For the word "nodes", count the lines in the records below that include it and give only that number.

################

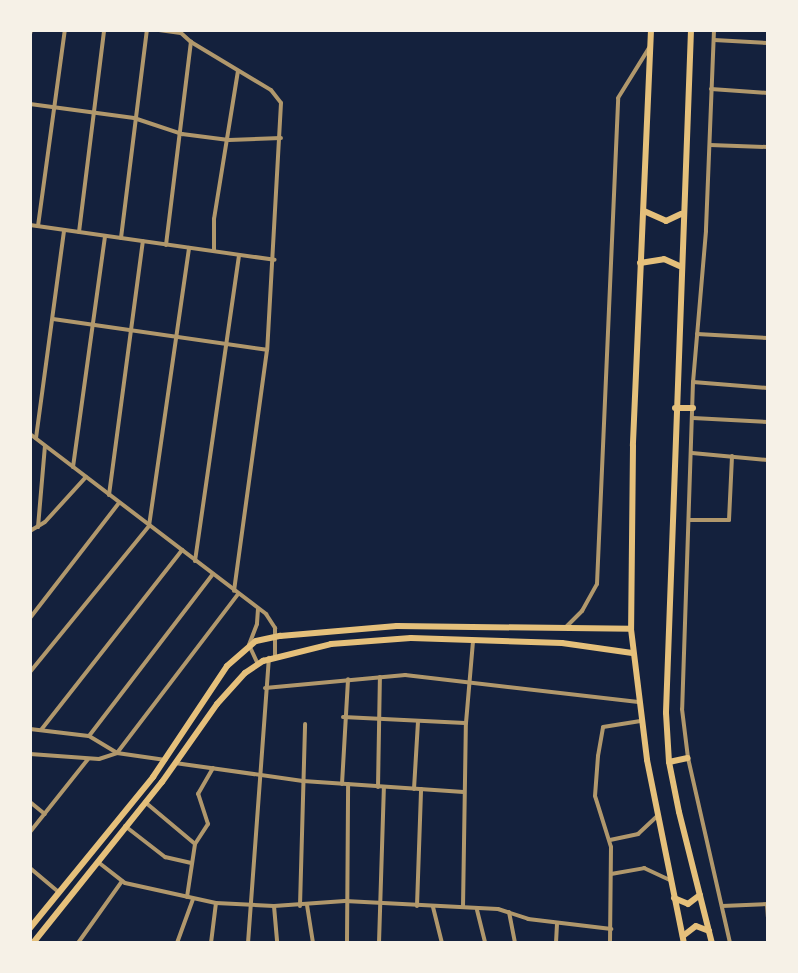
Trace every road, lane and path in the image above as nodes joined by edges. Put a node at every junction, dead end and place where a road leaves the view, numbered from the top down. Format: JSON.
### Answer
{"nodes":[{"id":1,"x":65,"y":30,"type":"edge"},
{"id":2,"x":104,"y":30,"type":"edge"},
{"id":3,"x":147,"y":30,"type":"edge"},
{"id":4,"x":159,"y":30,"type":"edge"},
{"id":5,"x":651,"y":30,"type":"edge"},
{"id":6,"x":691,"y":30,"type":"edge"},
{"id":7,"x":714,"y":30,"type":"edge"},
{"id":8,"x":714,"y":40,"type":"junction"},
{"id":9,"x":191,"y":42,"type":"junction"},
{"id":10,"x":768,"y":43,"type":"edge"},
{"id":11,"x":650,"y":46,"type":"junction"},
{"id":12,"x":238,"y":71,"type":"junction"},
{"id":13,"x":711,"y":89,"type":"junction"},
{"id":14,"x":768,"y":93,"type":"edge"},
{"id":15,"x":30,"y":104,"type":"edge"},
{"id":16,"x":54,"y":108,"type":"junction"},
{"id":17,"x":94,"y":112,"type":"junction"},
{"id":18,"x":134,"y":118,"type":"junction"},
{"id":19,"x":182,"y":134,"type":"junction"},
{"id":20,"x":281,"y":138,"type":"junction"},
{"id":21,"x":229,"y":140,"type":"junction"},
{"id":22,"x":710,"y":145,"type":"junction"},
{"id":23,"x":768,"y":147,"type":"edge"},
{"id":24,"x":644,"y":211,"type":"junction"},
{"id":25,"x":681,"y":214,"type":"junction"},
{"id":26,"x":30,"y":225,"type":"edge"},
{"id":27,"x":38,"y":226,"type":"junction"},
{"id":28,"x":64,"y":230,"type":"junction"},
{"id":29,"x":79,"y":232,"type":"junction"},
{"id":30,"x":105,"y":236,"type":"junction"},
{"id":31,"x":121,"y":238,"type":"junction"},
{"id":32,"x":143,"y":241,"type":"junction"},
{"id":33,"x":166,"y":245,"type":"junction"},
{"id":34,"x":189,"y":248,"type":"junction"},
{"id":35,"x":214,"y":251,"type":"junction"},
{"id":36,"x":239,"y":255,"type":"junction"},
{"id":37,"x":275,"y":260,"type":"junction"},
{"id":38,"x":640,"y":263,"type":"junction"},
{"id":39,"x":680,"y":266,"type":"junction"},
{"id":40,"x":53,"y":319,"type":"junction"},
{"id":41,"x":93,"y":324,"type":"junction"},
{"id":42,"x":132,"y":329,"type":"junction"},
{"id":43,"x":697,"y":334,"type":"junction"},
{"id":44,"x":177,"y":336,"type":"junction"},
{"id":45,"x":768,"y":338,"type":"edge"},
{"id":46,"x":227,"y":343,"type":"junction"},
{"id":47,"x":267,"y":350,"type":"junction"},
{"id":48,"x":693,"y":382,"type":"junction"},
{"id":49,"x":768,"y":388,"type":"edge"},
{"id":50,"x":675,"y":408,"type":"junction"},
{"id":51,"x":693,"y":408,"type":"junction"},
{"id":52,"x":693,"y":418,"type":"junction"},
{"id":53,"x":768,"y":422,"type":"edge"},
{"id":54,"x":30,"y":434,"type":"edge"},
{"id":55,"x":36,"y":438,"type":"junction"},
{"id":56,"x":45,"y":446,"type":"junction"},
{"id":57,"x":692,"y":453,"type":"junction"},
{"id":58,"x":732,"y":456,"type":"junction"},
{"id":59,"x":768,"y":460,"type":"edge"},
{"id":60,"x":73,"y":467,"type":"junction"},
{"id":61,"x":86,"y":477,"type":"junction"},
{"id":62,"x":109,"y":495,"type":"junction"},
{"id":63,"x":119,"y":503,"type":"junction"},
{"id":64,"x":689,"y":520,"type":"junction"},
{"id":65,"x":149,"y":526,"type":"junction"},
{"id":66,"x":38,"y":527,"type":"junction"},
{"id":67,"x":30,"y":531,"type":"edge"},
{"id":68,"x":182,"y":550,"type":"junction"},
{"id":69,"x":195,"y":561,"type":"junction"},
{"id":70,"x":213,"y":574,"type":"junction"},
{"id":71,"x":236,"y":592,"type":"junction"},
{"id":72,"x":258,"y":609,"type":"junction"},
{"id":73,"x":30,"y":618,"type":"edge"},
{"id":74,"x":565,"y":628,"type":"junction"},
{"id":75,"x":631,"y":629,"type":"junction"},
{"id":76,"x":277,"y":636,"type":"junction"},
{"id":77,"x":473,"y":639,"type":"junction"},
{"id":78,"x":249,"y":645,"type":"junction"},
{"id":79,"x":632,"y":653,"type":"junction"},
{"id":80,"x":272,"y":657,"type":"junction"},
{"id":81,"x":258,"y":664,"type":"junction"},
{"id":82,"x":30,"y":672,"type":"edge"},
{"id":83,"x":380,"y":676,"type":"junction"},
{"id":84,"x":348,"y":679,"type":"junction"},
{"id":85,"x":469,"y":684,"type":"junction"},
{"id":86,"x":265,"y":688,"type":"junction"},
{"id":87,"x":638,"y":702,"type":"junction"},
{"id":88,"x":343,"y":717,"type":"junction"},
{"id":89,"x":380,"y":719,"type":"junction"},
{"id":90,"x":418,"y":721,"type":"junction"},
{"id":91,"x":641,"y":721,"type":"junction"},
{"id":92,"x":466,"y":723,"type":"junction"},
{"id":93,"x":305,"y":724,"type":"dead end"},
{"id":94,"x":30,"y":729,"type":"edge"},
{"id":95,"x":41,"y":730,"type":"junction"},
{"id":96,"x":89,"y":736,"type":"junction"},
{"id":97,"x":117,"y":753,"type":"junction"},
{"id":98,"x":30,"y":754,"type":"edge"},
{"id":99,"x":688,"y":758,"type":"junction"},
{"id":100,"x":88,"y":759,"type":"junction"},
{"id":101,"x":165,"y":760,"type":"junction"},
{"id":102,"x":669,"y":762,"type":"junction"},
{"id":103,"x":175,"y":763,"type":"junction"},
{"id":104,"x":214,"y":767,"type":"junction"},
{"id":105,"x":261,"y":775,"type":"junction"},
{"id":106,"x":303,"y":781,"type":"junction"},
{"id":107,"x":345,"y":784,"type":"junction"},
{"id":108,"x":381,"y":787,"type":"junction"},
{"id":109,"x":414,"y":789,"type":"junction"},
{"id":110,"x":421,"y":789,"type":"junction"},
{"id":111,"x":464,"y":792,"type":"junction"},
{"id":112,"x":30,"y":802,"type":"edge"},
{"id":113,"x":145,"y":802,"type":"junction"},
{"id":114,"x":45,"y":814,"type":"junction"},
{"id":115,"x":657,"y":816,"type":"junction"},
{"id":116,"x":125,"y":826,"type":"junction"},
{"id":117,"x":30,"y":832,"type":"edge"},
{"id":118,"x":610,"y":840,"type":"junction"},
{"id":119,"x":195,"y":844,"type":"junction"},
{"id":120,"x":96,"y":861,"type":"junction"},
{"id":121,"x":191,"y":863,"type":"junction"},
{"id":122,"x":30,"y":868,"type":"edge"},
{"id":123,"x":611,"y":874,"type":"junction"},
{"id":124,"x":670,"y":880,"type":"junction"},
{"id":125,"x":122,"y":881,"type":"junction"},
{"id":126,"x":59,"y":892,"type":"junction"},
{"id":127,"x":700,"y":895,"type":"junction"},
{"id":128,"x":190,"y":898,"type":"junction"},
{"id":129,"x":674,"y":898,"type":"junction"},
{"id":130,"x":345,"y":901,"type":"junction"},
{"id":131,"x":216,"y":903,"type":"junction"},
{"id":132,"x":383,"y":903,"type":"junction"},
{"id":133,"x":767,"y":904,"type":"edge"},
{"id":134,"x":249,"y":905,"type":"junction"},
{"id":135,"x":307,"y":905,"type":"junction"},
{"id":136,"x":274,"y":906,"type":"junction"},
{"id":137,"x":300,"y":906,"type":"junction"},
{"id":138,"x":417,"y":906,"type":"junction"},
{"id":139,"x":722,"y":906,"type":"junction"},
{"id":140,"x":433,"y":907,"type":"junction"},
{"id":141,"x":463,"y":907,"type":"junction"},
{"id":142,"x":477,"y":909,"type":"junction"},
{"id":143,"x":509,"y":912,"type":"junction"},
{"id":144,"x":768,"y":917,"type":"edge"},
{"id":145,"x":557,"y":924,"type":"junction"},
{"id":146,"x":30,"y":928,"type":"edge"},
{"id":147,"x":611,"y":929,"type":"junction"},
{"id":148,"x":709,"y":931,"type":"junction"},
{"id":149,"x":683,"y":941,"type":"edge"},
{"id":150,"x":33,"y":943,"type":"edge"},
{"id":151,"x":78,"y":943,"type":"edge"},
{"id":152,"x":177,"y":943,"type":"edge"},
{"id":153,"x":211,"y":943,"type":"edge"},
{"id":154,"x":248,"y":943,"type":"edge"},
{"id":155,"x":277,"y":943,"type":"edge"},
{"id":156,"x":313,"y":943,"type":"edge"},
{"id":157,"x":347,"y":943,"type":"edge"},
{"id":158,"x":379,"y":943,"type":"edge"},
{"id":159,"x":442,"y":943,"type":"edge"},
{"id":160,"x":485,"y":943,"type":"edge"},
{"id":161,"x":515,"y":943,"type":"edge"},
{"id":162,"x":556,"y":943,"type":"edge"},
{"id":163,"x":610,"y":943,"type":"edge"},
{"id":164,"x":712,"y":943,"type":"edge"},
{"id":165,"x":730,"y":943,"type":"edge"}],
"edges":[{"from":1,"to":16,"type":"street"},
{"from":2,"to":17,"type":"street"},
{"from":3,"to":18,"type":"street"},
{"from":4,"to":9,"type":"street"},
{"from":5,"to":11,"type":"main road"},
{"from":6,"to":25,"type":"main road"},
{"from":7,"to":8,"type":"street"},
{"from":8,"to":10,"type":"street"},
{"from":8,"to":13,"type":"street"},
{"from":9,"to":12,"type":"street"},
{"from":9,"to":19,"type":"street"},
{"from":11,"to":24,"type":"main road"},
{"from":11,"to":74,"type":"street"},
{"from":12,"to":20,"type":"street"},
{"from":12,"to":21,"type":"street"},
{"from":13,"to":14,"type":"street"},
{"from":13,"to":22,"type":"street"},
{"from":15,"to":16,"type":"street"},
{"from":16,"to":17,"type":"street"},
{"from":16,"to":27,"type":"street"},
{"from":17,"to":18,"type":"street"},
{"from":17,"to":29,"type":"street"},
{"from":18,"to":19,"type":"street"},
{"from":18,"to":31,"type":"street"},
{"from":19,"to":21,"type":"street"},
{"from":19,"to":33,"type":"street"},
{"from":20,"to":21,"type":"street"},
{"from":20,"to":37,"type":"street"},
{"from":21,"to":35,"type":"street"},
{"from":22,"to":23,"type":"street"},
{"from":22,"to":43,"type":"street"},
{"from":24,"to":25,"type":"main road"},
{"from":24,"to":38,"type":"main road"},
{"from":25,"to":39,"type":"main road"},
{"from":26,"to":27,"type":"street"},
{"from":27,"to":28,"type":"street"},
{"from":28,"to":29,"type":"street"},
{"from":28,"to":40,"type":"street"},
{"from":29,"to":30,"type":"street"},
{"from":30,"to":31,"type":"street"},
{"from":30,"to":41,"type":"street"},
{"from":31,"to":32,"type":"street"},
{"from":32,"to":33,"type":"street"},
{"from":32,"to":42,"type":"street"},
{"from":33,"to":34,"type":"street"},
{"from":34,"to":35,"type":"street"},
{"from":34,"to":44,"type":"street"},
{"from":35,"to":36,"type":"street"},
{"from":36,"to":37,"type":"street"},
{"from":36,"to":46,"type":"street"},
{"from":37,"to":47,"type":"street"},
{"from":38,"to":39,"type":"main road"},
{"from":38,"to":75,"type":"main road"},
{"from":39,"to":50,"type":"main road"},
{"from":40,"to":41,"type":"street"},
{"from":40,"to":55,"type":"street"},
{"from":41,"to":42,"type":"street"},
{"from":41,"to":60,"type":"street"},
{"from":42,"to":44,"type":"street"},
{"from":42,"to":62,"type":"street"},
{"from":43,"to":45,"type":"street"},
{"from":43,"to":48,"type":"street"},
{"from":44,"to":46,"type":"street"},
{"from":44,"to":65,"type":"street"},
{"from":46,"to":47,"type":"street"},
{"from":46,"to":69,"type":"street"},
{"from":47,"to":71,"type":"street"},
{"from":48,"to":49,"type":"street"},
{"from":48,"to":51,"type":"street"},
{"from":50,"to":51,"type":"main road"},
{"from":50,"to":102,"type":"main road"},
{"from":51,"to":52,"type":"street"},
{"from":52,"to":53,"type":"street"},
{"from":52,"to":57,"type":"street"},
{"from":54,"to":55,"type":"street"},
{"from":55,"to":56,"type":"street"},
{"from":56,"to":60,"type":"street"},
{"from":56,"to":66,"type":"street"},
{"from":57,"to":58,"type":"street"},
{"from":57,"to":64,"type":"street"},
{"from":58,"to":59,"type":"street"},
{"from":58,"to":64,"type":"street"},
{"from":60,"to":61,"type":"street"},
{"from":61,"to":62,"type":"street"},
{"from":61,"to":66,"type":"street"},
{"from":62,"to":63,"type":"street"},
{"from":63,"to":65,"type":"street"},
{"from":63,"to":73,"type":"street"},
{"from":64,"to":99,"type":"street"},
{"from":65,"to":68,"type":"street"},
{"from":65,"to":82,"type":"street"},
{"from":66,"to":67,"type":"street"},
{"from":68,"to":69,"type":"street"},
{"from":68,"to":95,"type":"street"},
{"from":69,"to":70,"type":"street"},
{"from":70,"to":71,"type":"street"},
{"from":70,"to":96,"type":"street"},
{"from":71,"to":72,"type":"street"},
{"from":71,"to":97,"type":"street"},
{"from":72,"to":76,"type":"street"},
{"from":72,"to":78,"type":"street"},
{"from":74,"to":75,"type":"main road"},
{"from":74,"to":76,"type":"main road"},
{"from":75,"to":79,"type":"main road"},
{"from":76,"to":78,"type":"main road"},
{"from":76,"to":80,"type":"street"},
{"from":77,"to":79,"type":"main road"},
{"from":77,"to":80,"type":"main road"},
{"from":77,"to":85,"type":"street"},
{"from":78,"to":81,"type":"street"},
{"from":78,"to":101,"type":"main road"},
{"from":79,"to":87,"type":"main road"},
{"from":80,"to":81,"type":"main road"},
{"from":80,"to":86,"type":"street"},
{"from":81,"to":103,"type":"main road"},
{"from":83,"to":84,"type":"street"},
{"from":83,"to":85,"type":"street"},
{"from":83,"to":89,"type":"street"},
{"from":84,"to":86,"type":"street"},
{"from":84,"to":88,"type":"street"},
{"from":85,"to":87,"type":"street"},
{"from":85,"to":92,"type":"street"},
{"from":86,"to":105,"type":"street"},
{"from":87,"to":91,"type":"main road"},
{"from":88,"to":89,"type":"street"},
{"from":88,"to":107,"type":"street"},
{"from":89,"to":90,"type":"street"},
{"from":89,"to":108,"type":"street"},
{"from":90,"to":92,"type":"street"},
{"from":90,"to":109,"type":"street"},
{"from":91,"to":115,"type":"main road"},
{"from":91,"to":118,"type":"street"},
{"from":92,"to":111,"type":"street"},
{"from":93,"to":106,"type":"street"},
{"from":94,"to":95,"type":"street"},
{"from":95,"to":96,"type":"street"},
{"from":96,"to":97,"type":"street"},
{"from":97,"to":100,"type":"street"},
{"from":97,"to":101,"type":"street"},
{"from":98,"to":100,"type":"street"},
{"from":99,"to":102,"type":"main road"},
{"from":99,"to":139,"type":"street"},
{"from":100,"to":114,"type":"street"},
{"from":101,"to":126,"type":"main road"},
{"from":102,"to":127,"type":"main road"},
{"from":103,"to":104,"type":"street"},
{"from":103,"to":113,"type":"main road"},
{"from":104,"to":105,"type":"street"},
{"from":104,"to":119,"type":"street"},
{"from":105,"to":106,"type":"street"},
{"from":105,"to":134,"type":"street"},
{"from":106,"to":107,"type":"street"},
{"from":106,"to":137,"type":"street"},
{"from":107,"to":108,"type":"street"},
{"from":107,"to":130,"type":"street"},
{"from":108,"to":109,"type":"street"},
{"from":108,"to":132,"type":"street"},
{"from":109,"to":110,"type":"street"},
{"from":110,"to":111,"type":"street"},
{"from":110,"to":138,"type":"street"},
{"from":111,"to":141,"type":"street"},
{"from":112,"to":114,"type":"street"},
{"from":113,"to":116,"type":"main road"},
{"from":113,"to":119,"type":"street"},
{"from":114,"to":117,"type":"street"},
{"from":115,"to":118,"type":"street"},
{"from":115,"to":124,"type":"main road"},
{"from":116,"to":120,"type":"main road"},
{"from":116,"to":121,"type":"street"},
{"from":118,"to":123,"type":"street"},
{"from":119,"to":121,"type":"street"},
{"from":120,"to":125,"type":"street"},
{"from":120,"to":150,"type":"main road"},
{"from":121,"to":128,"type":"street"},
{"from":122,"to":126,"type":"street"},
{"from":123,"to":124,"type":"street"},
{"from":123,"to":147,"type":"street"},
{"from":124,"to":129,"type":"main road"},
{"from":125,"to":128,"type":"street"},
{"from":125,"to":151,"type":"street"},
{"from":126,"to":146,"type":"main road"},
{"from":127,"to":129,"type":"main road"},
{"from":127,"to":148,"type":"main road"},
{"from":128,"to":131,"type":"street"},
{"from":128,"to":152,"type":"street"},
{"from":129,"to":149,"type":"main road"},
{"from":130,"to":132,"type":"street"},
{"from":130,"to":135,"type":"street"},
{"from":130,"to":157,"type":"street"},
{"from":131,"to":134,"type":"street"},
{"from":131,"to":153,"type":"street"},
{"from":132,"to":138,"type":"street"},
{"from":132,"to":158,"type":"street"},
{"from":133,"to":139,"type":"street"},
{"from":133,"to":144,"type":"street"},
{"from":134,"to":136,"type":"street"},
{"from":134,"to":154,"type":"street"},
{"from":135,"to":137,"type":"street"},
{"from":135,"to":156,"type":"street"},
{"from":136,"to":137,"type":"street"},
{"from":136,"to":155,"type":"street"},
{"from":138,"to":140,"type":"street"},
{"from":139,"to":165,"type":"street"},
{"from":140,"to":141,"type":"street"},
{"from":140,"to":159,"type":"street"},
{"from":141,"to":142,"type":"street"},
{"from":142,"to":143,"type":"street"},
{"from":142,"to":160,"type":"street"},
{"from":143,"to":145,"type":"street"},
{"from":143,"to":161,"type":"street"},
{"from":145,"to":147,"type":"street"},
{"from":145,"to":162,"type":"street"},
{"from":147,"to":163,"type":"street"},
{"from":148,"to":149,"type":"main road"},
{"from":148,"to":164,"type":"main road"}]}
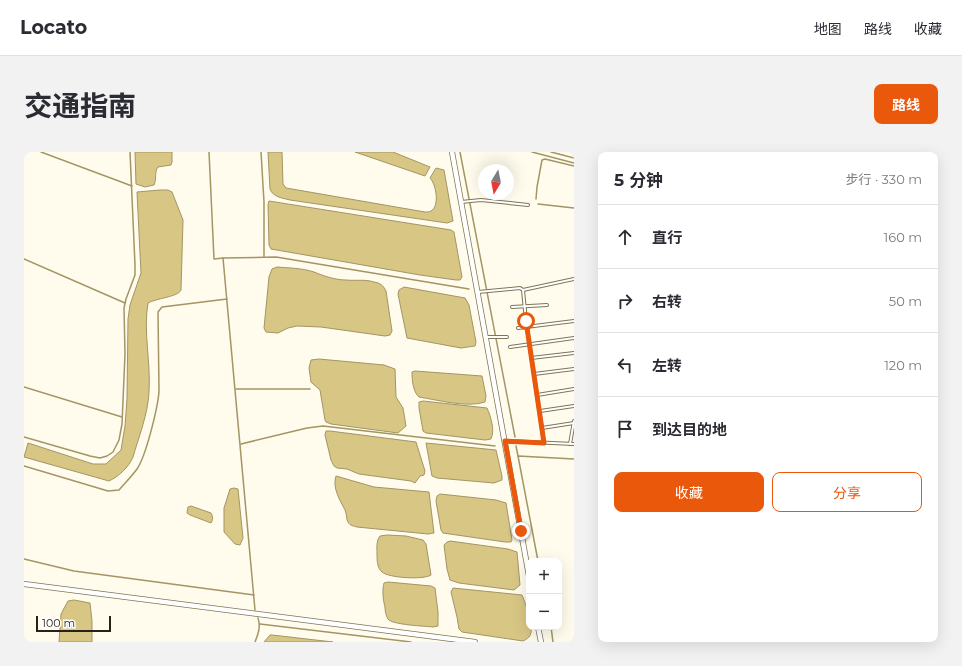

################

- RESULT:
2